The Maritime Volunteer Service (MVS) is a United Kingdom wide charity (Charity No: 1048454 SCO No: SC039269 Registered Company No: 3003565), which has as its motto: "Supporting YOUR Community with OUR People" (strapline updated February 2021 from 'We change lives' (through training and serving local communities)).

To achieve this objective it recruits volunteers from all walks of life (from 18 to 80) to train across four branches of Seamanship, Engineering, Operations (Operational Support) and Community Response. It provides afloat experience to youth organisations and supports port and river authorities around the country.

HRH Prince Michael of Kent GCVO, KStJ, CD is the charity's Royal Patron and Honorary Commodore.

At a reception held at Cayzer House on Tuesday 6th September 2022, former First Sea Lord and Chief of the Naval Staff Admiral, The Rt Hon. The Lord West of Spithead GCB DSC PC was installed as Honorary President of the Maritime Volunteer Service.

Aims and Objectives
The MVS objects are:
To advance the education and training of the members of the charity and the general public in all aspects of maritime and communication skills and knowledge.
The protection and preservation of life and property primarily, but not exclusively, within the maritime environment.

Operations
The Maritime Volunteer Service has around 400 members in 27 units around the United Kingdom.

Most units meet weekly for training, which is put into practice afloat using a range of craft including RIBs, launches, dories, and the national training vessel East Sussex 1.

The MVS maintains strong links with local authorities, harbour boards, and other maritime organisations.

Structure

National level

At a National level the MVS Headquarters (MVS HQ) are based in Warrington at the International Business Centre.
All decisions on policy or national regulation are formulated by the directors and trustees.
Under the stewardship of the chairman, they also oversee the governance of the charitable aspects of the MVS.
 
The MVS is headed operationally by the Chief Volunteer Officer (CVO).
The CVO also takes the reports of the national managers and coordinators, including:
	MVS Training Manager: Responsible for all  training matters.
	MVS Resilience Manager: Responsible for liaison nationally and regionally to develop and implement resilience strategies and co-ordinate efforts in community support.
	MVS Communications Manager: oversees the national communications, including web content and social media.
	MVS National Health & Safety Advisor oversees all aspects of matters health & safety.
	MVS National Fleet Manager: Responsible for craft management group.
	MVS National Registrar: Responsible for maintaining membership records and subscriptions and matters relating to data protection.

Area Level

The country is divided into four areas which are: Northern England, Southern England, Central England (incorporating Wales and Northern Ireland), and Scotland.
Each area has an Area Volunteer Officer (AVO).
In addition to the AVO each area may have: a Deputy Area Officer (D/AVO) who assists the Area Volunteer Officer and an Area Specialist Officers (ASO) who offers advice and guidance on matters such as operations, seamanship or engineering.

Regional Level

Each area is subdivided into distinct regions.

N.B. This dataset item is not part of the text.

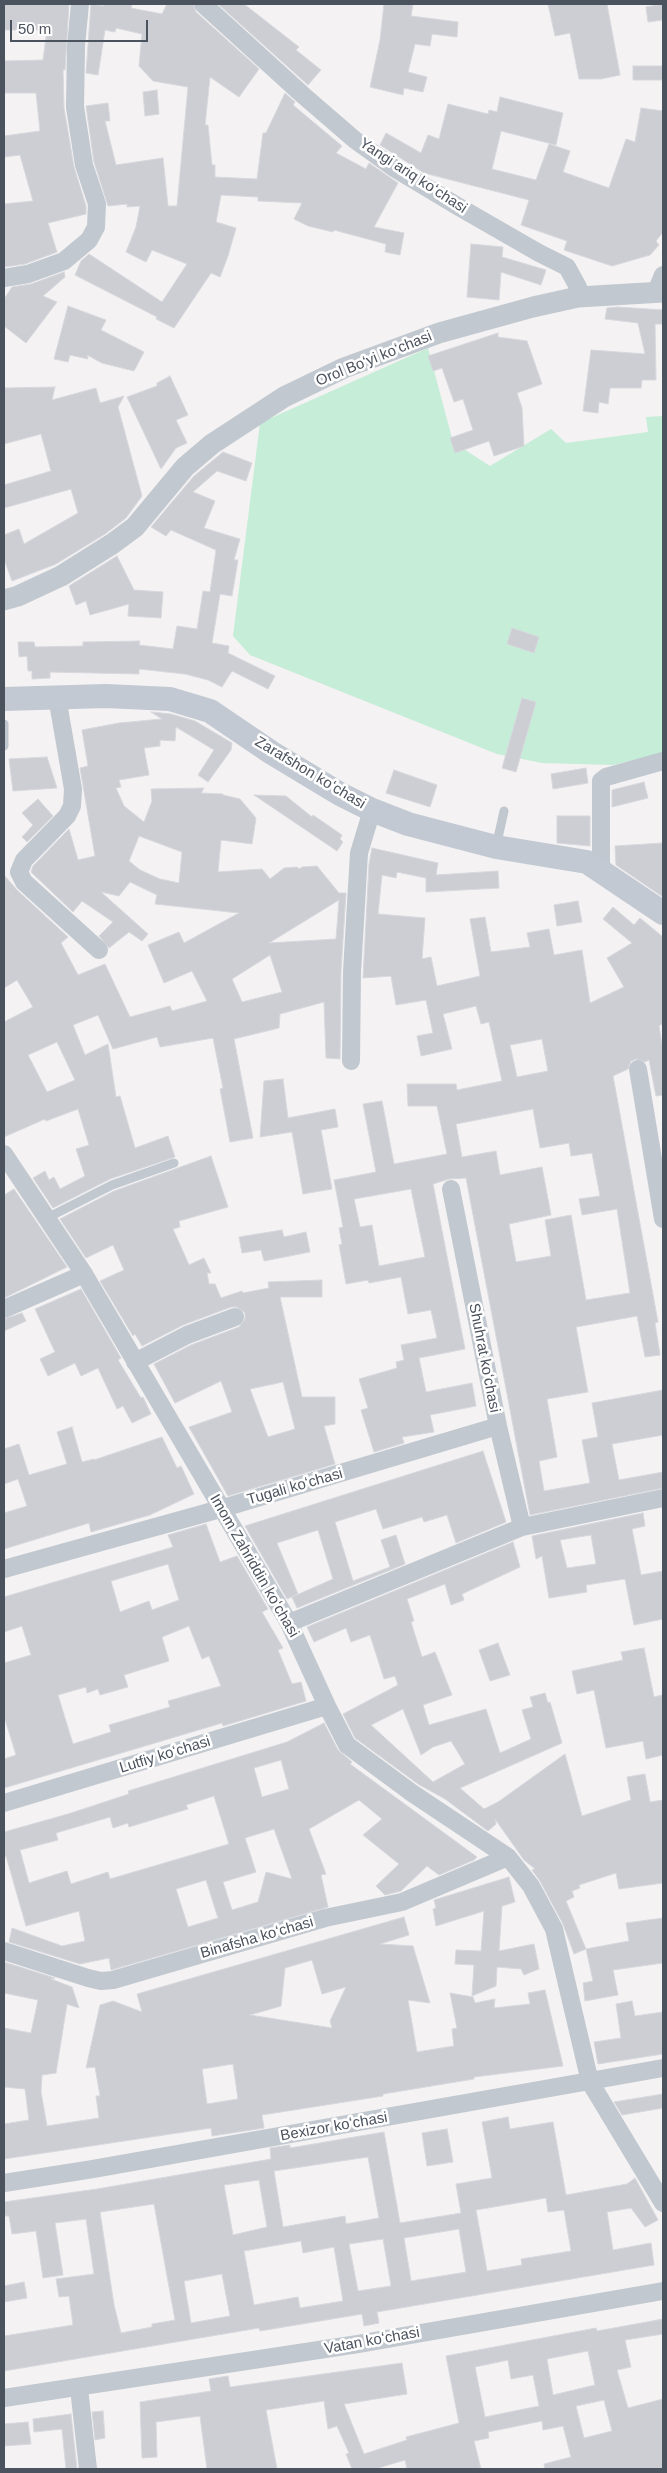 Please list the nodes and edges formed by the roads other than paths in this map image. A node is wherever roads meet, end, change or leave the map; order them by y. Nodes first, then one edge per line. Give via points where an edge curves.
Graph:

Each region has a Regional Volunteer Officer (RVO).

The RVO is elected every three years by the units within their region.

Each region may also have a Deputy Regional Volunteer Officer (D\RVO).

Some regions have Regional Specialist Officers (RSO) responsible for overseeing various specialisations at the regional level.

Unit level

Each unit is led by a Head of Unit (HoU), who is elected annually by their peers.
The HoU is assisted by a Deputy Head of Unit (DHoU) who serves as the unit's second in command.

The current units across the UK, include:
	MVS Bangor (Northern Ireland): HoU Derek Gilbert 
	MVS Bristol: HoU Mike Angwin
	MVS Cardiff City: PvO  David Hankins 
	MVS Christchurch & Bournemouth: HoU Greg Lustig
	MVS East Sussex Sovereign Harbour:HoU  Greg Darby 
       MVS Fleetwood: HoU (VO)  Kevin Gray 
	MVS Gosport & Fareham: HoU (VO) Stuart Harrison 
	MVS Humber: HoU (VO)  Shayne Arnold 
	MVS Isle of Wight: HoU (VO)  David Dobson 
	MVS Medway: HoU (VO) Tim Corthorn
	MVS Menai Bridge: Giles 
	MVS Northumbria:Angela Carrington
	MVS Poole: HoU Gill Hale
	MVS Portsmouth (Founder Unit): HoU Martyn Sharp
       MVS Putney 
       MVS Dundee: HoU Gareth   Norman  
	MVS Rushden: HoU Andrew Smith 
	MVS Severn: HoU Nic Price
	MVS Swansea: Ho Paul Joseph
	MVS THANET: HoU (VO)  Les Miller

History of the Charity

The MVS was formed on 1 April 1994, a day after the Royal Naval Auxiliary Service (RNXS) was disbanded. The RNXS had operated small ships such as fleet tenders and inshore minesweepers, and ran Naval Control of shipping centres ashore, but was disbanded following the end of the Cold War. While many of the best aspects of RNXS operating procedures and traditions survive in the MVS, it is a uniformed civilian charity whose vessels fly a defaced Red Ensign.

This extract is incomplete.